Речь в хронике, напечатанной в «Русском вестнике», шла о вполне реальной особе — о графине Прасковье Васильевне Толстой, урождённой Барыковой (1796–1879), супруге полковника графа Андрея Андреевича Толстого (1771–1844)[508]. Предполагаем, что она вышла замуж в середине 1810-х годов.

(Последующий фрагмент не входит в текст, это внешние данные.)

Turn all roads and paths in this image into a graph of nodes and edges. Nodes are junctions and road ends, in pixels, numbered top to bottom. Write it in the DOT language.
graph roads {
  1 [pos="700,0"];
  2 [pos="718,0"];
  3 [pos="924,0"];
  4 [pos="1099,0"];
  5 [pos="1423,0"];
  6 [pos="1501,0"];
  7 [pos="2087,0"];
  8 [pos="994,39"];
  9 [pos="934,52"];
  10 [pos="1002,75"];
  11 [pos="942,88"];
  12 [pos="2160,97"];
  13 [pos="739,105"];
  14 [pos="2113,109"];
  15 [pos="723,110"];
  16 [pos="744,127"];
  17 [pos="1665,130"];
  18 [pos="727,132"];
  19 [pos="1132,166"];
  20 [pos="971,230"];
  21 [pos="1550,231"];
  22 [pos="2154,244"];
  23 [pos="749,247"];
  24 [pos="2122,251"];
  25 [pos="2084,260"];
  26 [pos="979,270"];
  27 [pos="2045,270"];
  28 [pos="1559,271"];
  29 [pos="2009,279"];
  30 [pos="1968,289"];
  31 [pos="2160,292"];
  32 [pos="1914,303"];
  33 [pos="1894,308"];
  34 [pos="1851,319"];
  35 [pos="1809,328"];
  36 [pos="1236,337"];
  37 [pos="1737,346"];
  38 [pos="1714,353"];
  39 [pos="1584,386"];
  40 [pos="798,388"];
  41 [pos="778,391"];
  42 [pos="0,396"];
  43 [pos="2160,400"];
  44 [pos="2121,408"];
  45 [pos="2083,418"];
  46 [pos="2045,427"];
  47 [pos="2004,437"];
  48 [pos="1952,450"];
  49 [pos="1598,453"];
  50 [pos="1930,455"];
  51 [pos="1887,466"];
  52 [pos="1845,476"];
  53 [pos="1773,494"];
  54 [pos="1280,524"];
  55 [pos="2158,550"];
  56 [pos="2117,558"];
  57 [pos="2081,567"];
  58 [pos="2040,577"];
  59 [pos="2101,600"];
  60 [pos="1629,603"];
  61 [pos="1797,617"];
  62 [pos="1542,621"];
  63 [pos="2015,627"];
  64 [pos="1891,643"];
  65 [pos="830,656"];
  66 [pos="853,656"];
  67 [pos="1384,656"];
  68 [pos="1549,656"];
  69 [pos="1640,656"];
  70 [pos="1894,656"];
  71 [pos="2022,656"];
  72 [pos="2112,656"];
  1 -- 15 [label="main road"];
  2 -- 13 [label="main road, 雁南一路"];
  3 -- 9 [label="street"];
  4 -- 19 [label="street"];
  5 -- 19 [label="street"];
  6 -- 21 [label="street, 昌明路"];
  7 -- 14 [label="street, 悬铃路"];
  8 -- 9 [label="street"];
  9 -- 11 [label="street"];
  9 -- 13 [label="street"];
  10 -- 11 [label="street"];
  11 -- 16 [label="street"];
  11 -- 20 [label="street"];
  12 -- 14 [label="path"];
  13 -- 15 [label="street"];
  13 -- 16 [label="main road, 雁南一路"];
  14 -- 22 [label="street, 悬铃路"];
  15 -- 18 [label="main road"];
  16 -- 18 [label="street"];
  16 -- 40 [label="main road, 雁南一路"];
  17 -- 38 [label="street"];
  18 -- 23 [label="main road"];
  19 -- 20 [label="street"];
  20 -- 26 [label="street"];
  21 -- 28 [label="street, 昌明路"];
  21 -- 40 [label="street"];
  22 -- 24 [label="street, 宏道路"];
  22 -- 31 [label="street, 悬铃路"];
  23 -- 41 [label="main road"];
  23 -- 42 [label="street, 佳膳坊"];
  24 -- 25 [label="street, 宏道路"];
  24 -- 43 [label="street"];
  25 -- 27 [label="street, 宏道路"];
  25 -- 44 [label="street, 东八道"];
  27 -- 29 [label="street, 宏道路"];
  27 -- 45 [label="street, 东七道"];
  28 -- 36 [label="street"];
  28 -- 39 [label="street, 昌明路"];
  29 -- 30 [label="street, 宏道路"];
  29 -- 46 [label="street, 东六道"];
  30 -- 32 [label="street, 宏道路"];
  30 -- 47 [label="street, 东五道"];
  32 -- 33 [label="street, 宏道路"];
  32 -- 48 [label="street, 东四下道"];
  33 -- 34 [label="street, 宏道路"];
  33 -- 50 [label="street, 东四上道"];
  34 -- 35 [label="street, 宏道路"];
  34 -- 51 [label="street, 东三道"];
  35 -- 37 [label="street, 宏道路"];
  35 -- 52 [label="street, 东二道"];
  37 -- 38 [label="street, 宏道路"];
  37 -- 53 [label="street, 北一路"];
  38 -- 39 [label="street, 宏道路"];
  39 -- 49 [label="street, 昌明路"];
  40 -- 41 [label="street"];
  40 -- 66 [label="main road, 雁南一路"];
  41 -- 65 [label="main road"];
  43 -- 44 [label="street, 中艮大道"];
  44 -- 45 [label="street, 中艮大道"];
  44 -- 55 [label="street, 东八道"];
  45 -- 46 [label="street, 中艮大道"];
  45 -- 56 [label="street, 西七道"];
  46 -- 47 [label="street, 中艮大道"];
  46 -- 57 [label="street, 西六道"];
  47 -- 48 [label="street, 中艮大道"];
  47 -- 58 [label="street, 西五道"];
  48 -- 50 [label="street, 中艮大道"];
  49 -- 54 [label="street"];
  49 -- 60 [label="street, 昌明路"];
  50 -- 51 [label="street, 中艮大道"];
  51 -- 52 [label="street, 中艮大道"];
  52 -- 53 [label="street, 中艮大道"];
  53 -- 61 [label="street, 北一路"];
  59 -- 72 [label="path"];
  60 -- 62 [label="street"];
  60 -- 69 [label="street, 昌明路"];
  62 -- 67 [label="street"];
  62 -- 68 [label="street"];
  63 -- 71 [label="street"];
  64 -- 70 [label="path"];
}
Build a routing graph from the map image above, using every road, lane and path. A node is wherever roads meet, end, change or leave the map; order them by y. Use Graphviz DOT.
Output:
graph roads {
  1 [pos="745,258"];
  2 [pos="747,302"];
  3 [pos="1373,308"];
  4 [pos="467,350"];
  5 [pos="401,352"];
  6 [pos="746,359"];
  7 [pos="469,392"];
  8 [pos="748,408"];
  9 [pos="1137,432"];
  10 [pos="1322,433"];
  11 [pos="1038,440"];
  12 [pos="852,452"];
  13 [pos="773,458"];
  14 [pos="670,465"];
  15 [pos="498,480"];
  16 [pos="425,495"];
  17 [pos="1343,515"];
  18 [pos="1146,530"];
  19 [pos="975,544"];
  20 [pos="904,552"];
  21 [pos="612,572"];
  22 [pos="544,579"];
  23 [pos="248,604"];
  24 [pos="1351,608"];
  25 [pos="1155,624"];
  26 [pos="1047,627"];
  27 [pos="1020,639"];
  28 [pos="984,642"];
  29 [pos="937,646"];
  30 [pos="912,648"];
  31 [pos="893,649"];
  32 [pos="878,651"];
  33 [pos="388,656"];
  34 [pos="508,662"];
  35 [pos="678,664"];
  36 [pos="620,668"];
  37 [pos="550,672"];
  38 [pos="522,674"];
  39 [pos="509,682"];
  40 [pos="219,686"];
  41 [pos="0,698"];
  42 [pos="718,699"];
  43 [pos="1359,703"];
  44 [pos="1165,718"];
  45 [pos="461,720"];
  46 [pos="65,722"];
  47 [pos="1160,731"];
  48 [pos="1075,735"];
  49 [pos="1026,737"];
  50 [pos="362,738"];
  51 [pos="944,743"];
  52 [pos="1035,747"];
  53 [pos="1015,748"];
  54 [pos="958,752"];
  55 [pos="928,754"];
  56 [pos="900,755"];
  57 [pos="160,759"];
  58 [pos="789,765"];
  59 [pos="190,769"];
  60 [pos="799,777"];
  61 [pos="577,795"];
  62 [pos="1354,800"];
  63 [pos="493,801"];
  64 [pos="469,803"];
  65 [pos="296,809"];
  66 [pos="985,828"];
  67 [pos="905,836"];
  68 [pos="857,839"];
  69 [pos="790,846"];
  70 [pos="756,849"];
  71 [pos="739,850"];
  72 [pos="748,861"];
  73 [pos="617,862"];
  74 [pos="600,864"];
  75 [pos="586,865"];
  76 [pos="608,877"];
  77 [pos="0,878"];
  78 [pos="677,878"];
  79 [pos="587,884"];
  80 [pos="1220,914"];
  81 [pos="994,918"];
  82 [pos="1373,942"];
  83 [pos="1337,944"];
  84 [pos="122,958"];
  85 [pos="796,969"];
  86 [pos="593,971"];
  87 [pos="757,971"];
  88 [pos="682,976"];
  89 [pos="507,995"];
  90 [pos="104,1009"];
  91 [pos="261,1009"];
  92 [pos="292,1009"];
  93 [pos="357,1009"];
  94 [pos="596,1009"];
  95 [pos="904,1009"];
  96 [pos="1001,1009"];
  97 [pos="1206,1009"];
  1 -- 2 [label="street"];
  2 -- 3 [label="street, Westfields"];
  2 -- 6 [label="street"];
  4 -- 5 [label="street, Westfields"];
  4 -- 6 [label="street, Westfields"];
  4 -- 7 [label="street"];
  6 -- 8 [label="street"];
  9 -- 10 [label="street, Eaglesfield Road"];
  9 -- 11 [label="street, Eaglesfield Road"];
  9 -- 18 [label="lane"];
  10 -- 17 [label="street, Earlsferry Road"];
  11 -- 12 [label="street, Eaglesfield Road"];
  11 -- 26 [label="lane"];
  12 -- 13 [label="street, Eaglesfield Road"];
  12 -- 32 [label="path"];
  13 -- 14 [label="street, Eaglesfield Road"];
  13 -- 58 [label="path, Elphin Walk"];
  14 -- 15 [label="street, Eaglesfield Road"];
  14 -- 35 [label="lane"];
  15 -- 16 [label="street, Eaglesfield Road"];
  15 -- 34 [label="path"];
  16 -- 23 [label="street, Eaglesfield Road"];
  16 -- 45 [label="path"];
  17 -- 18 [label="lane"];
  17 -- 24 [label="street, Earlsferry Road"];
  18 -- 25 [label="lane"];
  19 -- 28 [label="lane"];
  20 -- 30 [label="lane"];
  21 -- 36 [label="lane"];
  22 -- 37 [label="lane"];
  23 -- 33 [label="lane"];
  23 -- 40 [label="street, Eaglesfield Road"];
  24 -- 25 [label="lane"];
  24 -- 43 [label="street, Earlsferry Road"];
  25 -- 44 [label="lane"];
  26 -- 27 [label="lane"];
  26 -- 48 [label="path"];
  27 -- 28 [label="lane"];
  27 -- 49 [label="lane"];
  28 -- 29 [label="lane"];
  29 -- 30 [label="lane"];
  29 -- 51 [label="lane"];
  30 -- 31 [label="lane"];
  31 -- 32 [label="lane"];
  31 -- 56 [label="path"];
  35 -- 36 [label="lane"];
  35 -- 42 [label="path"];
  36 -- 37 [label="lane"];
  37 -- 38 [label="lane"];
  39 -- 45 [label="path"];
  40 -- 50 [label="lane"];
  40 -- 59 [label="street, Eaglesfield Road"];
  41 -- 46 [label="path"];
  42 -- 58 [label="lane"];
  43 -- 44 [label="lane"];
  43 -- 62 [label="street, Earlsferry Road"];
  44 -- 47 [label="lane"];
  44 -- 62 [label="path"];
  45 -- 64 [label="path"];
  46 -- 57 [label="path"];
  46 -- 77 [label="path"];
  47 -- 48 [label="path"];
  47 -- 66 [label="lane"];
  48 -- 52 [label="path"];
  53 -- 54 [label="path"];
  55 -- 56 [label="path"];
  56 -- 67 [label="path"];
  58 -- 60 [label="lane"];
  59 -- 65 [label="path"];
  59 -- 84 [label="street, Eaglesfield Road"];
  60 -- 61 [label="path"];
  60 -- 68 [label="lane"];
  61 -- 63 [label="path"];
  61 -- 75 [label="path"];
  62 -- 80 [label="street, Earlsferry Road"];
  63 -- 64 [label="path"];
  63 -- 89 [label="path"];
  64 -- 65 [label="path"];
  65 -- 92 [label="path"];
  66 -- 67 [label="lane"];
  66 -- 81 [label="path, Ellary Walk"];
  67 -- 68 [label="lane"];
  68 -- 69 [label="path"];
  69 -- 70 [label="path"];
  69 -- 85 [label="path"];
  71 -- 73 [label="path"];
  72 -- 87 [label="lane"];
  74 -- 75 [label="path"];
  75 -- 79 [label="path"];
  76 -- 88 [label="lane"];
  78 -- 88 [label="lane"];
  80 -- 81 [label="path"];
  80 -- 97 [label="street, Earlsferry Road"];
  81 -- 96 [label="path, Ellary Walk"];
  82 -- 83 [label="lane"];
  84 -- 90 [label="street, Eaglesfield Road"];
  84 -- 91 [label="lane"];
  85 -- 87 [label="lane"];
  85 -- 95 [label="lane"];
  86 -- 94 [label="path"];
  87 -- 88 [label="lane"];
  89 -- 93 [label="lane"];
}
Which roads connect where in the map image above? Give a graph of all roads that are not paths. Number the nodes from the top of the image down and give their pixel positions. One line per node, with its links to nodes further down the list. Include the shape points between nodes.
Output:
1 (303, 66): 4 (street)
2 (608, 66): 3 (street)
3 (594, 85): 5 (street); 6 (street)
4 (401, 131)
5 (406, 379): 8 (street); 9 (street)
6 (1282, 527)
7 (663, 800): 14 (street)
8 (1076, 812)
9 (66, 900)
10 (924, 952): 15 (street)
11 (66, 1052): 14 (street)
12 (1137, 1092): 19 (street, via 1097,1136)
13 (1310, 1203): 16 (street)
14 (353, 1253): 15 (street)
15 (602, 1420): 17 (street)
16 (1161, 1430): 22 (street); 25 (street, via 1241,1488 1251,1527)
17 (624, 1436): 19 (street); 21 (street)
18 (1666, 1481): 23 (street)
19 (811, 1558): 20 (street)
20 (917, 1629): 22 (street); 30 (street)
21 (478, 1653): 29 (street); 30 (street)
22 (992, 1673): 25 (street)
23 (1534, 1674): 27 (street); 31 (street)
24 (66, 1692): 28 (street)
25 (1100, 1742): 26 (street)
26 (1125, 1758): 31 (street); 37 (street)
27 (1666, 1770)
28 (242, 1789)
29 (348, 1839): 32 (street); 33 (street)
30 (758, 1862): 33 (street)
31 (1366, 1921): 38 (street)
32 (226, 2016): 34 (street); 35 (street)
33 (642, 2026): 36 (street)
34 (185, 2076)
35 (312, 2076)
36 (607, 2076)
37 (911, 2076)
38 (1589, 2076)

Впоследствии о «любимом» графом Фёдором «семействе графини Прасковьи Васильевны Толстой» (а не графа Андрея Андреевича!) П. Ф. Перфильева многозначительно упомянула и в заметке, помещённой ею в журнале «Русская старина»[509].
Как поведала племянница Американца М. Ф. Каменская, графиня Прасковья Васильевна Толстая, «женщина очень умная, образованная», «смолоду была очень хороша собой; у неё были чудные, чёрные, большие глаза, очень умное выразительное лицо и самая добрая ласковая улыбка». Позже она стала «прекрасной матерью и хорошей родственницей».
Знают графиню и пушкинисты: она принимала поэта в своём московском доме в Малом Власьевском переулке, на Арбате[510]. Наверняка частенько захаживал сюда и граф Фёдор, долго живший поблизости. А из воспоминаний той же Марии Каменской выясняется, что Американец гащивал и в доме А. А. и П. В. Толстых в Царском Селе[511].
Известно, наконец, что пятидесятилетняя, уже овдовевшая графиня Прасковья Васильевна, узнав о смертельной болезни нашего героя, примчалась к Фёдору Толстому и присутствовала при его прощальных минутах[512]. В «Нескольких главах из жизни графини Инны» об этом рассказано так: «У отца был какой-то праздничный вид. Память страстной любви, скрытая радость, уверенность в обоюдности чувства и предсмертная минута последнего блаженства придавали какое-то особенное выражение всей его фигуре»[513].
Вот, пожалуй, и вся история «утаённой любви» Американца. В ней нет ни секретных писем, ни тенистых гротов, ни сцен ревности, ни поединков между родственниками, ни рогов. «Шиш потомству», — как когда-то отрезал поэт (XII, 336).
Но в груди у графа Фёдора учащённо билось большое сердце. И поэтому рядом с элегической графиней Прасковьей Васильевной у одра умирающего пребывала ещё одна стареющая и горюющая женщина.